◆ **What you will do**:
Ignoring the pictures, copy the data exactly.
/---
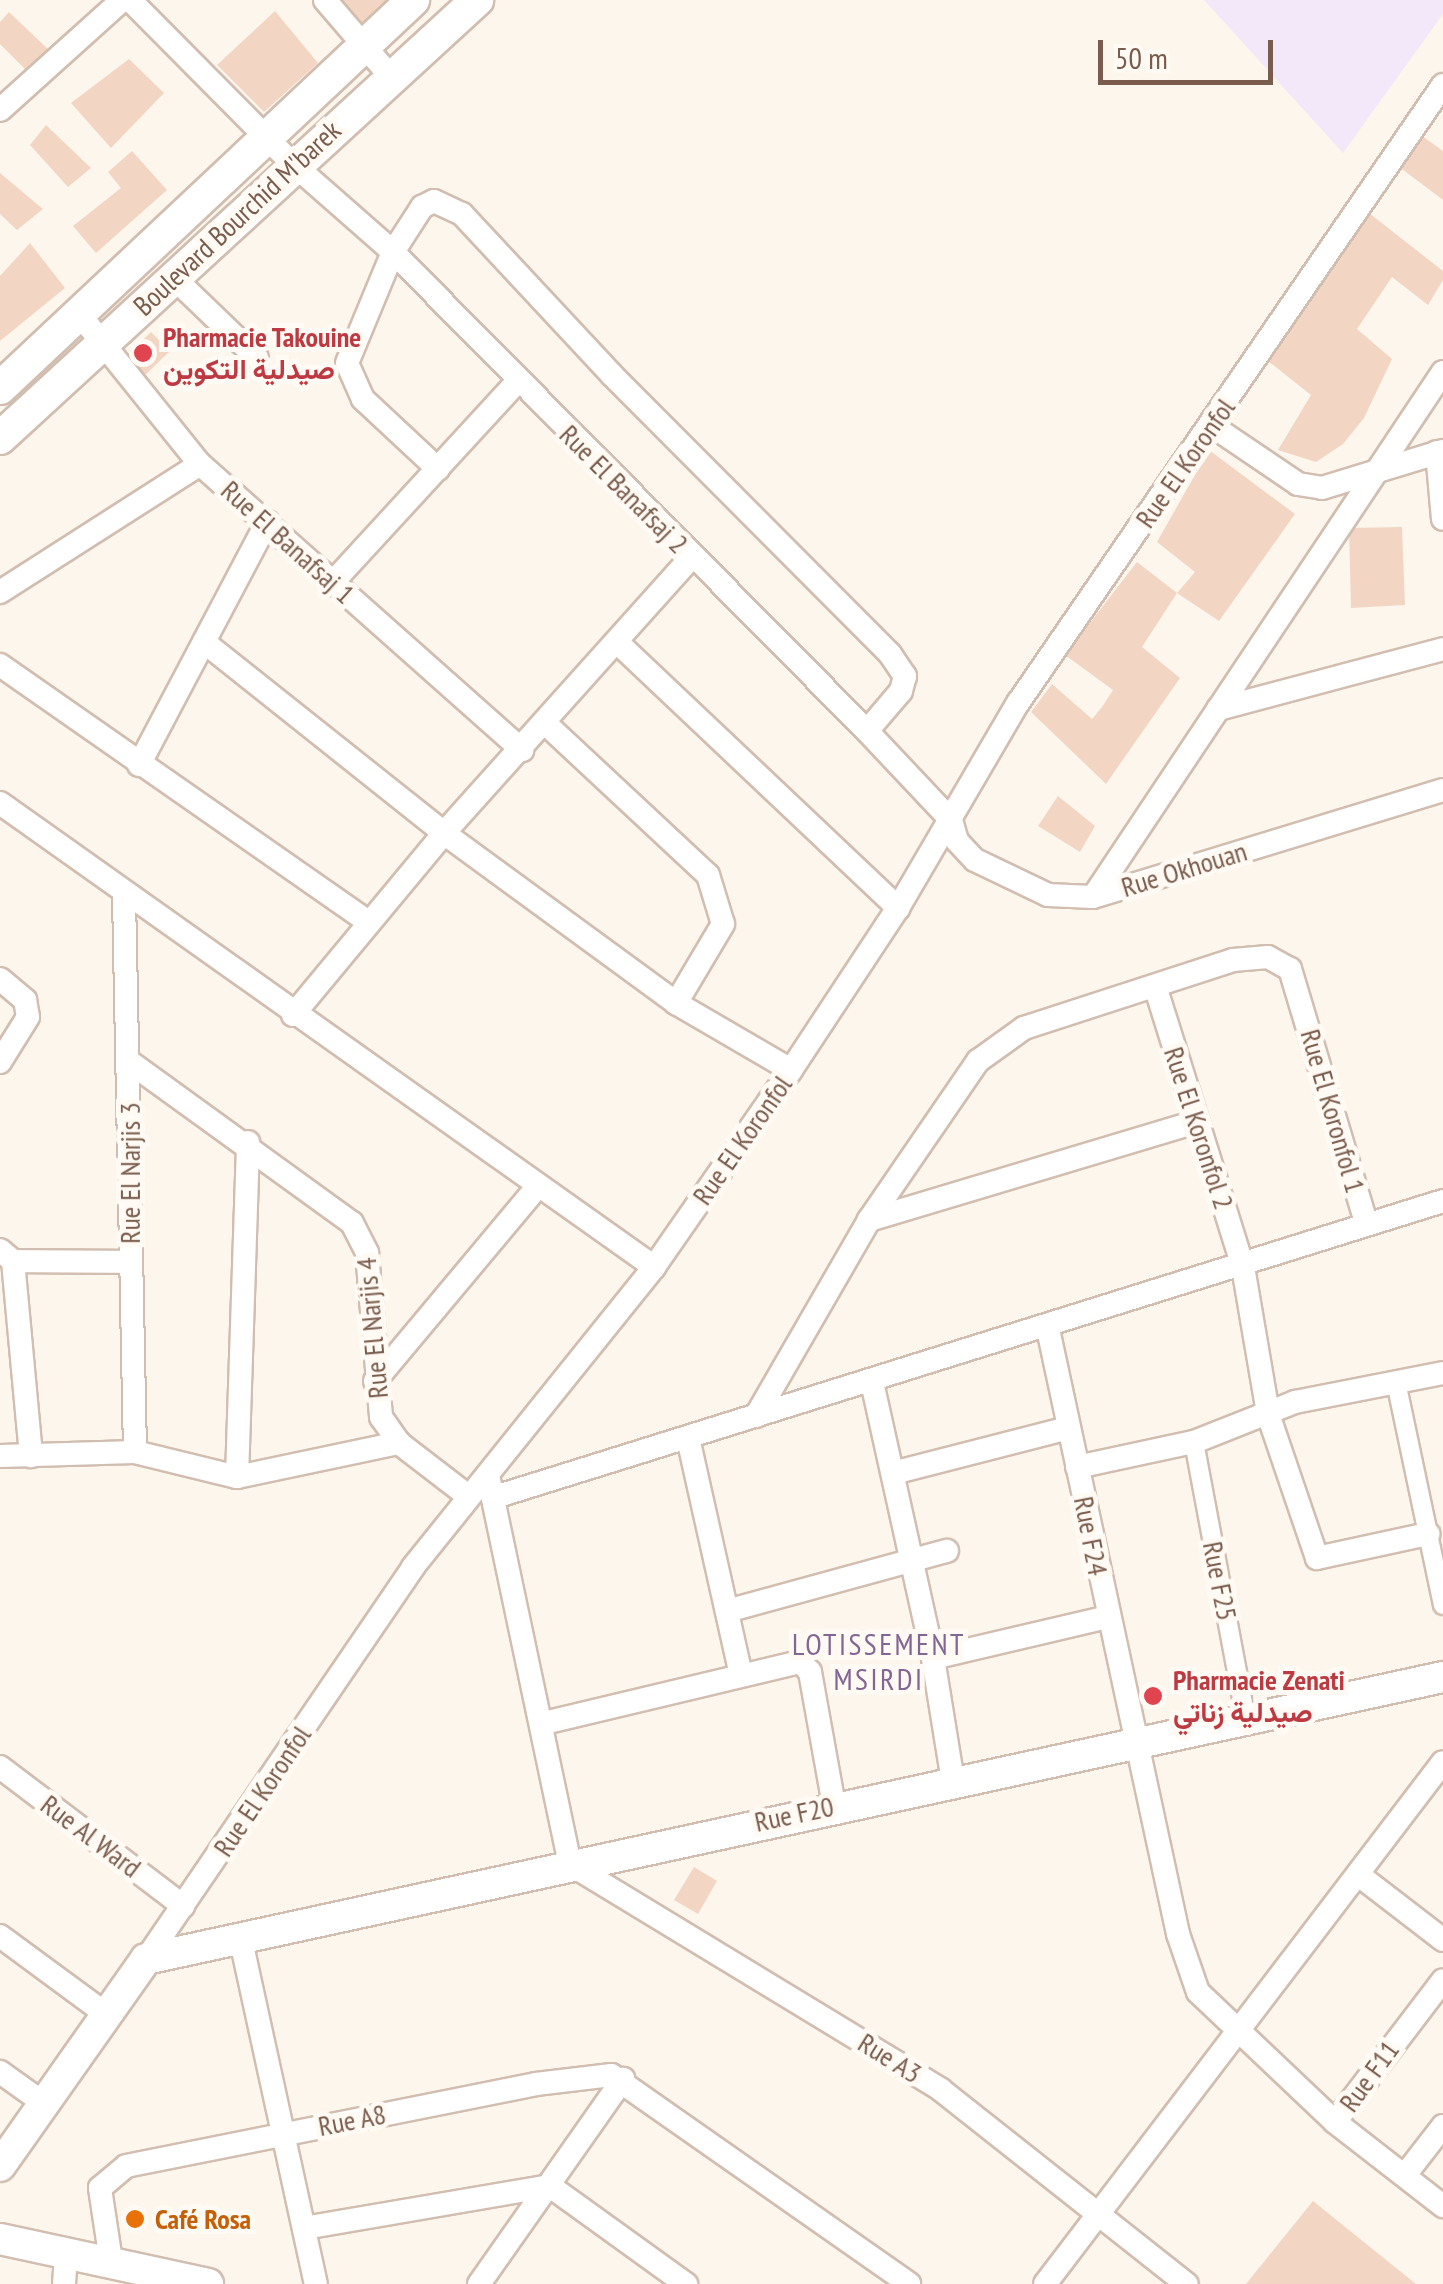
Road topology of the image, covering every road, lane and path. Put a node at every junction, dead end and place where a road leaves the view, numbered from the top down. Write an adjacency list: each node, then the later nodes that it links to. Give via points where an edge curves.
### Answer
1 (326, 0): 5 (street)
2 (413, 0): 5 (main road, Boulevard Bourchid M'barek)
3 (477, 0): 6 (main road, Boulevard Bourchid M'barek)
4 (135, 3): 8 (street); 9 (street, Rue El Banafsaj 2)
5 (366, 42): 6 (street); 9 (main road, Boulevard Bourchid M'barek)
6 (392, 76): 10 (main road, Boulevard Bourchid M'barek)
7 (1443, 86): 19 (street, Rue El Koronfol)
8 (0, 110)
9 (267, 132): 10 (street, Rue El Banafsaj 2); 13 (main road, Boulevard Bourchid M'barek)
10 (293, 164): 11 (street, Rue El Banafsaj 2); 12 (main road, Boulevard Bourchid M'barek)
11 (393, 252): 17 (street, Rue El Banafsaj 2); 23 (street, via 347,363 363,399); 36 (street, via 427,203 442,202 462,214 890,654 905,676 901,691)
12 (174, 278): 14 (main road, Boulevard Bourchid M'barek); 15 (street)
13 (76, 310): 14 (street, Rue El Banafsaj 1); 18 (main road, Boulevard Bourchid M'barek)
14 (104, 344): 20 (main road, Boulevard Bourchid M'barek); 22 (street, Rue El Banafsaj 1)
15 (257, 358)
16 (1443, 372): 24 (street)
17 (517, 382): 23 (street); 27 (street, Rue El Banafsaj 2)
18 (0, 388)
19 (1211, 426): 24 (street, via 1298,484 1333,487); 41 (street, Rue El Koronfol, via 1018,702)
20 (0, 438)
21 (1440, 452): 24 (street); 25 (street)
22 (200, 464): 26 (street, Rue El Banafsaj 1); 29 (street)
23 (438, 469): 28 (street)
24 (1378, 469): 34 (street)
25 (1443, 518)
26 (267, 522): 28 (street, Rue El Banafsaj 1); 30 (street)
27 (692, 557): 31 (street); 36 (street, Rue El Banafsaj 2)
28 (332, 582): 37 (street, Rue El Banafsaj 1)
29 (0, 592)
30 (204, 642): 38 (street); 42 (street)
31 (618, 643): 35 (street); 45 (street)
32 (1443, 649): 34 (street)
33 (0, 665): 38 (street)
34 (1218, 709): 44 (street)
35 (546, 724): 37 (street); 49 (street, via 708,875 724,924)
36 (867, 731): 41 (street, Rue El Banafsaj 2)
37 (522, 750): 42 (street)
38 (139, 765): 46 (street)
39 (1443, 790): 44 (street, Rue Okhouan)
40 (0, 804): 43 (street)
41 (951, 820): 44 (street, Rue Okhouan, via 957,841 975,860 1017,883 1048,895); 45 (street, Rue El Koronfol)
42 (444, 833): 46 (street); 49 (street)
43 (124, 894): 50 (street); 52 (street, Rue El Narjis 3)
44 (1093, 897)
45 (898, 908): 53 (street, Rue El Koronfol)
46 (369, 922): 50 (street)
47 (0, 979): 51 (street, via 25,1000 28,1017)
48 (1156, 989): 54 (street, Rue El Koronfol 2); 58 (street, via 1024,1028 999,1043 956,1088); 59 (street, Rue El Koronfol 1, via 1256,956 1290,969)
49 (676, 1003): 53 (street)
50 (292, 1015): 56 (street)
51 (0, 1062)
52 (131, 1062): 55 (street, Rue El Narjis 4); 61 (street, Rue El Narjis 3)
53 (791, 1070): 62 (street, Rue El Koronfol)
54 (1196, 1122): 58 (street); 63 (street, Rue El Koronfol 2)
55 (248, 1142): 66 (street, Rue El Narjis 4, via 364,1238); 80 (street)
56 (538, 1186): 62 (street); 66 (street)
57 (1443, 1201): 59 (street)
58 (869, 1220): 70 (street)
59 (1366, 1223): 63 (street)
60 (7, 1256): 61 (street); 77 (street)
61 (130, 1262): 75 (street, Rue El Narjis 3)
62 (654, 1267): 81 (street, Rue El Koronfol)
63 (1244, 1267): 64 (street); 69 (street, Rue El Koronfol 2)
64 (1048, 1330): 67 (street); 71 (street, Rue F24)
65 (1443, 1373): 68 (street)
66 (375, 1381): 74 (street, Rue El Narjis 4, via 381,1416)
67 (872, 1382): 70 (street); 79 (street)
68 (1396, 1382): 69 (street, via 1295,1402); 83 (street)
69 (1268, 1414): 73 (street); 83 (street, Rue El Koronfol 2, via 1316,1558)
70 (756, 1416): 72 (street)
71 (1068, 1428): 78 (street, Rue F24); 79 (street)
72 (688, 1438): 81 (street); 87 (street)
73 (1194, 1442): 78 (street); 92 (street, Rue F25)
74 (399, 1443): 80 (street); 82 (street)
75 (135, 1452): 77 (street); 80 (street)
76 (0, 1456): 77 (street)
77 (31, 1456)
78 (1078, 1468): 88 (street, Rue F24)
79 (894, 1473): 85 (street)
80 (237, 1478)
81 (492, 1489): 82 (street, Rue El Koronfol); 93 (street)
82 (468, 1496): 101 (street, Rue El Koronfol)
83 (1428, 1534): 86 (street)
84 (947, 1551): 85 (street)
85 (913, 1564): 87 (street); 89 (street)
86 (1443, 1605)
87 (727, 1611): 90 (street)
88 (1108, 1617): 89 (street); 94 (street, Rue F24)
89 (933, 1658): 97 (street)
90 (741, 1675): 93 (street); 98 (street, via 808,1666)
91 (1443, 1677): 92 (street, Rue F20)
92 (1246, 1720): 94 (street, Rue F20)
93 (544, 1723): 99 (street)
94 (1136, 1742): 97 (street, Rue F20); 108 (street, Rue F24, via 1185,1962 1198,1992)
95 (1443, 1762): 100 (street)
96 (0, 1767): 101 (street, Rue Al Ward)
97 (954, 1781): 98 (street, Rue F20)
98 (834, 1805): 99 (street, Rue F20)
99 (570, 1864): 103 (street, Rue F20); 119 (street, Rue A3, via 941,2090)
100 (1360, 1876): 104 (street); 108 (street)
101 (183, 1906): 105 (street, Rue El Koronfol)
102 (0, 1936): 107 (street)
103 (240, 1936): 105 (street, Rue F20); 114 (street)
104 (1443, 1940)
105 (146, 1959): 107 (street, Rue El Koronfol)
106 (1443, 1980): 112 (street, Rue F11)
107 (107, 2015): 111 (street, Rue El Koronfol)
108 (1235, 2032): 112 (street, Rue F24); 119 (street)
109 (0, 2072): 111 (street)
110 (622, 2079): 114 (street, Rue A8, via 536,2084); 117 (street); 130 (street)
111 (42, 2102): 115 (street, Rue El Koronfol)
112 (1335, 2122): 116 (street, Rue F24)
113 (1443, 2126): 116 (street)
114 (284, 2134): 120 (street); 123 (street, Rue A8, via 126,2166 103,2182 99,2197)
115 (0, 2166)
116 (1406, 2175): 118 (street, Rue F24)
117 (550, 2186): 120 (street); 128 (street); 129 (street)
118 (1443, 2206)
119 (1101, 2212): 131 (street); 132 (street, Rue A3)
120 (304, 2228): 127 (street)
121 (0, 2239): 122 (street)
122 (66, 2252): 123 (street); 125 (street)
123 (111, 2261): 124 (street)
124 (178, 2281): 126 (street)
125 (64, 2284)
126 (208, 2284)
127 (316, 2284)
128 (478, 2284)
129 (686, 2284)
130 (909, 2284)
131 (1044, 2284)
132 (1187, 2284)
\---
◆ **Response to this exercise**:
Road topology of the image, covering every road, lane and path. Put a node at every junction, dead end and place where a road leaves the view, numbered from the top down. Write an adjacency list: each node, then the later nodes that it links to. Give via points where an edge curves.
### Answer
1 (326, 0): 5 (street)
2 (413, 0): 5 (main road, Boulevard Bourchid M'barek)
3 (477, 0): 6 (main road, Boulevard Bourchid M'barek)
4 (135, 3): 8 (street); 9 (street, Rue El Banafsaj 2)
5 (366, 42): 6 (street); 9 (main road, Boulevard Bourchid M'barek)
6 (392, 76): 10 (main road, Boulevard Bourchid M'barek)
7 (1443, 86): 19 (street, Rue El Koronfol)
8 (0, 110)
9 (267, 132): 10 (street, Rue El Banafsaj 2); 13 (main road, Boulevard Bourchid M'barek)
10 (293, 164): 11 (street, Rue El Banafsaj 2); 12 (main road, Boulevard Bourchid M'barek)
11 (393, 252): 17 (street, Rue El Banafsaj 2); 23 (street, via 347,363 363,399); 36 (street, via 427,203 442,202 462,214 890,654 905,676 901,691)
12 (174, 278): 14 (main road, Boulevard Bourchid M'barek); 15 (street)
13 (76, 310): 14 (street, Rue El Banafsaj 1); 18 (main road, Boulevard Bourchid M'barek)
14 (104, 344): 20 (main road, Boulevard Bourchid M'barek); 22 (street, Rue El Banafsaj 1)
15 (257, 358)
16 (1443, 372): 24 (street)
17 (517, 382): 23 (street); 27 (street, Rue El Banafsaj 2)
18 (0, 388)
19 (1211, 426): 24 (street, via 1298,484 1333,487); 41 (street, Rue El Koronfol, via 1018,702)
20 (0, 438)
21 (1440, 452): 24 (street); 25 (street)
22 (200, 464): 26 (street, Rue El Banafsaj 1); 29 (street)
23 (438, 469): 28 (street)
24 (1378, 469): 34 (street)
25 (1443, 518)
26 (267, 522): 28 (street, Rue El Banafsaj 1); 30 (street)
27 (692, 557): 31 (street); 36 (street, Rue El Banafsaj 2)
28 (332, 582): 37 (street, Rue El Banafsaj 1)
29 (0, 592)
30 (204, 642): 38 (street); 42 (street)
31 (618, 643): 35 (street); 45 (street)
32 (1443, 649): 34 (street)
33 (0, 665): 38 (street)
34 (1218, 709): 44 (street)
35 (546, 724): 37 (street); 49 (street, via 708,875 724,924)
36 (867, 731): 41 (street, Rue El Banafsaj 2)
37 (522, 750): 42 (street)
38 (139, 765): 46 (street)
39 (1443, 790): 44 (street, Rue Okhouan)
40 (0, 804): 43 (street)
41 (951, 820): 44 (street, Rue Okhouan, via 957,841 975,860 1017,883 1048,895); 45 (street, Rue El Koronfol)
42 (444, 833): 46 (street); 49 (street)
43 (124, 894): 50 (street); 52 (street, Rue El Narjis 3)
44 (1093, 897)
45 (898, 908): 53 (street, Rue El Koronfol)
46 (369, 922): 50 (street)
47 (0, 979): 51 (street, via 25,1000 28,1017)
48 (1156, 989): 54 (street, Rue El Koronfol 2); 58 (street, via 1024,1028 999,1043 956,1088); 59 (street, Rue El Koronfol 1, via 1256,956 1290,969)
49 (676, 1003): 53 (street)
50 (292, 1015): 56 (street)
51 (0, 1062)
52 (131, 1062): 55 (street, Rue El Narjis 4); 61 (street, Rue El Narjis 3)
53 (791, 1070): 62 (street, Rue El Koronfol)
54 (1196, 1122): 58 (street); 63 (street, Rue El Koronfol 2)
55 (248, 1142): 66 (street, Rue El Narjis 4, via 364,1238); 80 (street)
56 (538, 1186): 62 (street); 66 (street)
57 (1443, 1201): 59 (street)
58 (869, 1220): 70 (street)
59 (1366, 1223): 63 (street)
60 (7, 1256): 61 (street); 77 (street)
61 (130, 1262): 75 (street, Rue El Narjis 3)
62 (654, 1267): 81 (street, Rue El Koronfol)
63 (1244, 1267): 64 (street); 69 (street, Rue El Koronfol 2)
64 (1048, 1330): 67 (street); 71 (street, Rue F24)
65 (1443, 1373): 68 (street)
66 (375, 1381): 74 (street, Rue El Narjis 4, via 381,1416)
67 (872, 1382): 70 (street); 79 (street)
68 (1396, 1382): 69 (street, via 1295,1402); 83 (street)
69 (1268, 1414): 73 (street); 83 (street, Rue El Koronfol 2, via 1316,1558)
70 (756, 1416): 72 (street)
71 (1068, 1428): 78 (street, Rue F24); 79 (street)
72 (688, 1438): 81 (street); 87 (street)
73 (1194, 1442): 78 (street); 92 (street, Rue F25)
74 (399, 1443): 80 (street); 82 (street)
75 (135, 1452): 77 (street); 80 (street)
76 (0, 1456): 77 (street)
77 (31, 1456)
78 (1078, 1468): 88 (street, Rue F24)
79 (894, 1473): 85 (street)
80 (237, 1478)
81 (492, 1489): 82 (street, Rue El Koronfol); 93 (street)
82 (468, 1496): 101 (street, Rue El Koronfol)
83 (1428, 1534): 86 (street)
84 (947, 1551): 85 (street)
85 (913, 1564): 87 (street); 89 (street)
86 (1443, 1605)
87 (727, 1611): 90 (street)
88 (1108, 1617): 89 (street); 94 (street, Rue F24)
89 (933, 1658): 97 (street)
90 (741, 1675): 93 (street); 98 (street, via 808,1666)
91 (1443, 1677): 92 (street, Rue F20)
92 (1246, 1720): 94 (street, Rue F20)
93 (544, 1723): 99 (street)
94 (1136, 1742): 97 (street, Rue F20); 108 (street, Rue F24, via 1185,1962 1198,1992)
95 (1443, 1762): 100 (street)
96 (0, 1767): 101 (street, Rue Al Ward)
97 (954, 1781): 98 (street, Rue F20)
98 (834, 1805): 99 (street, Rue F20)
99 (570, 1864): 103 (street, Rue F20); 119 (street, Rue A3, via 941,2090)
100 (1360, 1876): 104 (street); 108 (street)
101 (183, 1906): 105 (street, Rue El Koronfol)
102 (0, 1936): 107 (street)
103 (240, 1936): 105 (street, Rue F20); 114 (street)
104 (1443, 1940)
105 (146, 1959): 107 (street, Rue El Koronfol)
106 (1443, 1980): 112 (street, Rue F11)
107 (107, 2015): 111 (street, Rue El Koronfol)
108 (1235, 2032): 112 (street, Rue F24); 119 (street)
109 (0, 2072): 111 (street)
110 (622, 2079): 114 (street, Rue A8, via 536,2084); 117 (street); 130 (street)
111 (42, 2102): 115 (street, Rue El Koronfol)
112 (1335, 2122): 116 (street, Rue F24)
113 (1443, 2126): 116 (street)
114 (284, 2134): 120 (street); 123 (street, Rue A8, via 126,2166 103,2182 99,2197)
115 (0, 2166)
116 (1406, 2175): 118 (street, Rue F24)
117 (550, 2186): 120 (street); 128 (street); 129 (street)
118 (1443, 2206)
119 (1101, 2212): 131 (street); 132 (street, Rue A3)
120 (304, 2228): 127 (street)
121 (0, 2239): 122 (street)
122 (66, 2252): 123 (street); 125 (street)
123 (111, 2261): 124 (street)
124 (178, 2281): 126 (street)
125 (64, 2284)
126 (208, 2284)
127 (316, 2284)
128 (478, 2284)
129 (686, 2284)
130 (909, 2284)
131 (1044, 2284)
132 (1187, 2284)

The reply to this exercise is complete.